(EXTRACTED MATERIAL Opens)

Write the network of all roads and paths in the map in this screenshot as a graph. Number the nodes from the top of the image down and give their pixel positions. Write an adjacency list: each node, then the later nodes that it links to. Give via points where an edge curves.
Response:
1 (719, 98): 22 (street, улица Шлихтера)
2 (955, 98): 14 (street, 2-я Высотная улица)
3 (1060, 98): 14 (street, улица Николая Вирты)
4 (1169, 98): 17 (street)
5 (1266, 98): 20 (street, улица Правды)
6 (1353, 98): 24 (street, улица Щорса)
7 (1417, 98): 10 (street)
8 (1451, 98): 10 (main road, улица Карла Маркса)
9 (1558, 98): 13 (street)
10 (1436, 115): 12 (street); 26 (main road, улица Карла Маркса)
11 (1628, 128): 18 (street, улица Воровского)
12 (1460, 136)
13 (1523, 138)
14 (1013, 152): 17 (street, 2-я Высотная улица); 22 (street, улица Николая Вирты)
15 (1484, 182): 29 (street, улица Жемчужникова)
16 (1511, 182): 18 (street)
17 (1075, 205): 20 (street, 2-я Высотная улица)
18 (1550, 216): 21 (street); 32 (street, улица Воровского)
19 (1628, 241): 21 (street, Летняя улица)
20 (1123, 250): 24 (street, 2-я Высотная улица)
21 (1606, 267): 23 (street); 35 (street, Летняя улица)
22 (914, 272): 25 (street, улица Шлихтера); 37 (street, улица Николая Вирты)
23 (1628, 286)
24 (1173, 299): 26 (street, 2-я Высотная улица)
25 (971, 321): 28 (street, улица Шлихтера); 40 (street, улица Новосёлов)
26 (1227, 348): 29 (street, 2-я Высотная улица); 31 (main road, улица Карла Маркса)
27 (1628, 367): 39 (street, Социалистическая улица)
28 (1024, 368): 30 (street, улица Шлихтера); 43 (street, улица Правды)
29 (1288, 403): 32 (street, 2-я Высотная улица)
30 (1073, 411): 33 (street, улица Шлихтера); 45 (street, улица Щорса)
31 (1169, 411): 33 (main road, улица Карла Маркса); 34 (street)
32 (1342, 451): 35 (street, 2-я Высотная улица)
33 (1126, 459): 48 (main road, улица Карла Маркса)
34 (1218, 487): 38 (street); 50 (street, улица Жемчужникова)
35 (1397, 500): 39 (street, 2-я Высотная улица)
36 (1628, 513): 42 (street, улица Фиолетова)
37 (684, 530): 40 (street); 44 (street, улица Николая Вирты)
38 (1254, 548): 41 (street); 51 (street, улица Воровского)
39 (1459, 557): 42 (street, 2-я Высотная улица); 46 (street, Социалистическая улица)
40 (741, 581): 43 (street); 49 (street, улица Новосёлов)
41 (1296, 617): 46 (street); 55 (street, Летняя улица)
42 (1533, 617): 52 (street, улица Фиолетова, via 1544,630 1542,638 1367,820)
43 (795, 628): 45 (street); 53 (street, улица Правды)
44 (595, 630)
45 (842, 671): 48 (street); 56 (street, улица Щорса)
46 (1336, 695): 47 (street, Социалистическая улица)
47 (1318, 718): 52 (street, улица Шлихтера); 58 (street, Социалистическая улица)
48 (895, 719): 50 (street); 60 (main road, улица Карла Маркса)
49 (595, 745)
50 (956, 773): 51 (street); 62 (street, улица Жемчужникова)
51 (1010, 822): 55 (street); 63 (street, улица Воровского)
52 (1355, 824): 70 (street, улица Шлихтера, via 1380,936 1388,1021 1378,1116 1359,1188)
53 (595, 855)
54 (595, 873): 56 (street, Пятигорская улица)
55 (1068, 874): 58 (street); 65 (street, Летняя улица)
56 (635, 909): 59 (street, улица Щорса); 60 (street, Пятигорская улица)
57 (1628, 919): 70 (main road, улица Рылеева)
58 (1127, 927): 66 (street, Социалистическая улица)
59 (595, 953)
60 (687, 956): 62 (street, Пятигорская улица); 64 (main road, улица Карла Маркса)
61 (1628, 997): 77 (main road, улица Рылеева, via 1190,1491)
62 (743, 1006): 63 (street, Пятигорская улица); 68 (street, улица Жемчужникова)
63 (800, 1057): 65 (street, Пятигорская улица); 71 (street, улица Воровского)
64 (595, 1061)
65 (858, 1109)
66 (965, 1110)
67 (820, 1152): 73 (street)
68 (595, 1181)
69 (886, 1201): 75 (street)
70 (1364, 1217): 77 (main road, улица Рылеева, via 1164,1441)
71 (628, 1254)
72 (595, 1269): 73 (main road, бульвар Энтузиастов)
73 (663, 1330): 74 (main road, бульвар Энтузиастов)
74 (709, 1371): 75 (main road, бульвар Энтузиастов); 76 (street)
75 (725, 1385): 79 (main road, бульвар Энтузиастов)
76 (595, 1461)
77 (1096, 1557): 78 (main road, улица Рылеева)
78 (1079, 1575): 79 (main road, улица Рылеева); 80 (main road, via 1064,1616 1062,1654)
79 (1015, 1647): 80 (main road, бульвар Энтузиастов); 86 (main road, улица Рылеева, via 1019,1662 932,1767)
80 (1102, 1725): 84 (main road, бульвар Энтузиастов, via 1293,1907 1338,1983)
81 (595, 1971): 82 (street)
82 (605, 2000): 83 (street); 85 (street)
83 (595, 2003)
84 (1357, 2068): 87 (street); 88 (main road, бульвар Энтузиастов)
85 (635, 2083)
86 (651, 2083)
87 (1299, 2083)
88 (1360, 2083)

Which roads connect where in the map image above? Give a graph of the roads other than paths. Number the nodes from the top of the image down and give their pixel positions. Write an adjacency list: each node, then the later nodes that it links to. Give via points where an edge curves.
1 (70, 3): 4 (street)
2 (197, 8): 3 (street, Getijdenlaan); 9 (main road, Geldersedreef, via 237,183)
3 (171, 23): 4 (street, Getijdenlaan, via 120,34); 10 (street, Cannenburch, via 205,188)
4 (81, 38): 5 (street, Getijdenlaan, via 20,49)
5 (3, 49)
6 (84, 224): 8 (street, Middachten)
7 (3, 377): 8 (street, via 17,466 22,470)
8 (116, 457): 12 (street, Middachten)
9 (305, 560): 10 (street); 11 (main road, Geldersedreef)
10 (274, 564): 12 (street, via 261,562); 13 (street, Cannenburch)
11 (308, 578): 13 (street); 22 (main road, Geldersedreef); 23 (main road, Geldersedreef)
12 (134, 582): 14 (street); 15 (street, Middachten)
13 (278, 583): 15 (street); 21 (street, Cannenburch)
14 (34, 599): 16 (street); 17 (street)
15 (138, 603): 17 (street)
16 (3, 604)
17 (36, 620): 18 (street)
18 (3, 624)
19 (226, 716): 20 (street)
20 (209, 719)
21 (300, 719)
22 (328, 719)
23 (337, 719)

(EXTRACTED MATERIAL Closes)

## TRY IT
Go through the records and copy each one exactly.

## EXERCISE SOLUTION
Write the network of all roads and paths in the map in this screenshot as a graph. Number the nodes from the top of the image down and give their pixel positions. Write an adjacency list: each node, then the later nodes that it links to. Give via points where an edge curves.
Response:
1 (719, 98): 22 (street, улица Шлихтера)
2 (955, 98): 14 (street, 2-я Высотная улица)
3 (1060, 98): 14 (street, улица Николая Вирты)
4 (1169, 98): 17 (street)
5 (1266, 98): 20 (street, улица Правды)
6 (1353, 98): 24 (street, улица Щорса)
7 (1417, 98): 10 (street)
8 (1451, 98): 10 (main road, улица Карла Маркса)
9 (1558, 98): 13 (street)
10 (1436, 115): 12 (street); 26 (main road, улица Карла Маркса)
11 (1628, 128): 18 (street, улица Воровского)
12 (1460, 136)
13 (1523, 138)
14 (1013, 152): 17 (street, 2-я Высотная улица); 22 (street, улица Николая Вирты)
15 (1484, 182): 29 (street, улица Жемчужникова)
16 (1511, 182): 18 (street)
17 (1075, 205): 20 (street, 2-я Высотная улица)
18 (1550, 216): 21 (street); 32 (street, улица Воровского)
19 (1628, 241): 21 (street, Летняя улица)
20 (1123, 250): 24 (street, 2-я Высотная улица)
21 (1606, 267): 23 (street); 35 (street, Летняя улица)
22 (914, 272): 25 (street, улица Шлихтера); 37 (street, улица Николая Вирты)
23 (1628, 286)
24 (1173, 299): 26 (street, 2-я Высотная улица)
25 (971, 321): 28 (street, улица Шлихтера); 40 (street, улица Новосёлов)
26 (1227, 348): 29 (street, 2-я Высотная улица); 31 (main road, улица Карла Маркса)
27 (1628, 367): 39 (street, Социалистическая улица)
28 (1024, 368): 30 (street, улица Шлихтера); 43 (street, улица Правды)
29 (1288, 403): 32 (street, 2-я Высотная улица)
30 (1073, 411): 33 (street, улица Шлихтера); 45 (street, улица Щорса)
31 (1169, 411): 33 (main road, улица Карла Маркса); 34 (street)
32 (1342, 451): 35 (street, 2-я Высотная улица)
33 (1126, 459): 48 (main road, улица Карла Маркса)
34 (1218, 487): 38 (street); 50 (street, улица Жемчужникова)
35 (1397, 500): 39 (street, 2-я Высотная улица)
36 (1628, 513): 42 (street, улица Фиолетова)
37 (684, 530): 40 (street); 44 (street, улица Николая Вирты)
38 (1254, 548): 41 (street); 51 (street, улица Воровского)
39 (1459, 557): 42 (street, 2-я Высотная улица); 46 (street, Социалистическая улица)
40 (741, 581): 43 (street); 49 (street, улица Новосёлов)
41 (1296, 617): 46 (street); 55 (street, Летняя улица)
42 (1533, 617): 52 (street, улица Фиолетова, via 1544,630 1542,638 1367,820)
43 (795, 628): 45 (street); 53 (street, улица Правды)
44 (595, 630)
45 (842, 671): 48 (street); 56 (street, улица Щорса)
46 (1336, 695): 47 (street, Социалистическая улица)
47 (1318, 718): 52 (street, улица Шлихтера); 58 (street, Социалистическая улица)
48 (895, 719): 50 (street); 60 (main road, улица Карла Маркса)
49 (595, 745)
50 (956, 773): 51 (street); 62 (street, улица Жемчужникова)
51 (1010, 822): 55 (street); 63 (street, улица Воровского)
52 (1355, 824): 70 (street, улица Шлихтера, via 1380,936 1388,1021 1378,1116 1359,1188)
53 (595, 855)
54 (595, 873): 56 (street, Пятигорская улица)
55 (1068, 874): 58 (street); 65 (street, Летняя улица)
56 (635, 909): 59 (street, улица Щорса); 60 (street, Пятигорская улица)
57 (1628, 919): 70 (main road, улица Рылеева)
58 (1127, 927): 66 (street, Социалистическая улица)
59 (595, 953)
60 (687, 956): 62 (street, Пятигорская улица); 64 (main road, улица Карла Маркса)
61 (1628, 997): 77 (main road, улица Рылеева, via 1190,1491)
62 (743, 1006): 63 (street, Пятигорская улица); 68 (street, улица Жемчужникова)
63 (800, 1057): 65 (street, Пятигорская улица); 71 (street, улица Воровского)
64 (595, 1061)
65 (858, 1109)
66 (965, 1110)
67 (820, 1152): 73 (street)
68 (595, 1181)
69 (886, 1201): 75 (street)
70 (1364, 1217): 77 (main road, улица Рылеева, via 1164,1441)
71 (628, 1254)
72 (595, 1269): 73 (main road, бульвар Энтузиастов)
73 (663, 1330): 74 (main road, бульвар Энтузиастов)
74 (709, 1371): 75 (main road, бульвар Энтузиастов); 76 (street)
75 (725, 1385): 79 (main road, бульвар Энтузиастов)
76 (595, 1461)
77 (1096, 1557): 78 (main road, улица Рылеева)
78 (1079, 1575): 79 (main road, улица Рылеева); 80 (main road, via 1064,1616 1062,1654)
79 (1015, 1647): 80 (main road, бульвар Энтузиастов); 86 (main road, улица Рылеева, via 1019,1662 932,1767)
80 (1102, 1725): 84 (main road, бульвар Энтузиастов, via 1293,1907 1338,1983)
81 (595, 1971): 82 (street)
82 (605, 2000): 83 (street); 85 (street)
83 (595, 2003)
84 (1357, 2068): 87 (street); 88 (main road, бульвар Энтузиастов)
85 (635, 2083)
86 (651, 2083)
87 (1299, 2083)
88 (1360, 2083)

Which roads connect where in the map image above? Give a graph of the roads other than paths. Number the nodes from the top of the image down and give their pixel positions. Write an adjacency list: each node, then the later nodes that it links to. Give via points where an edge curves.
1 (70, 3): 4 (street)
2 (197, 8): 3 (street, Getijdenlaan); 9 (main road, Geldersedreef, via 237,183)
3 (171, 23): 4 (street, Getijdenlaan, via 120,34); 10 (street, Cannenburch, via 205,188)
4 (81, 38): 5 (street, Getijdenlaan, via 20,49)
5 (3, 49)
6 (84, 224): 8 (street, Middachten)
7 (3, 377): 8 (street, via 17,466 22,470)
8 (116, 457): 12 (street, Middachten)
9 (305, 560): 10 (street); 11 (main road, Geldersedreef)
10 (274, 564): 12 (street, via 261,562); 13 (street, Cannenburch)
11 (308, 578): 13 (street); 22 (main road, Geldersedreef); 23 (main road, Geldersedreef)
12 (134, 582): 14 (street); 15 (street, Middachten)
13 (278, 583): 15 (street); 21 (street, Cannenburch)
14 (34, 599): 16 (street); 17 (street)
15 (138, 603): 17 (street)
16 (3, 604)
17 (36, 620): 18 (street)
18 (3, 624)
19 (226, 716): 20 (street)
20 (209, 719)
21 (300, 719)
22 (328, 719)
23 (337, 719)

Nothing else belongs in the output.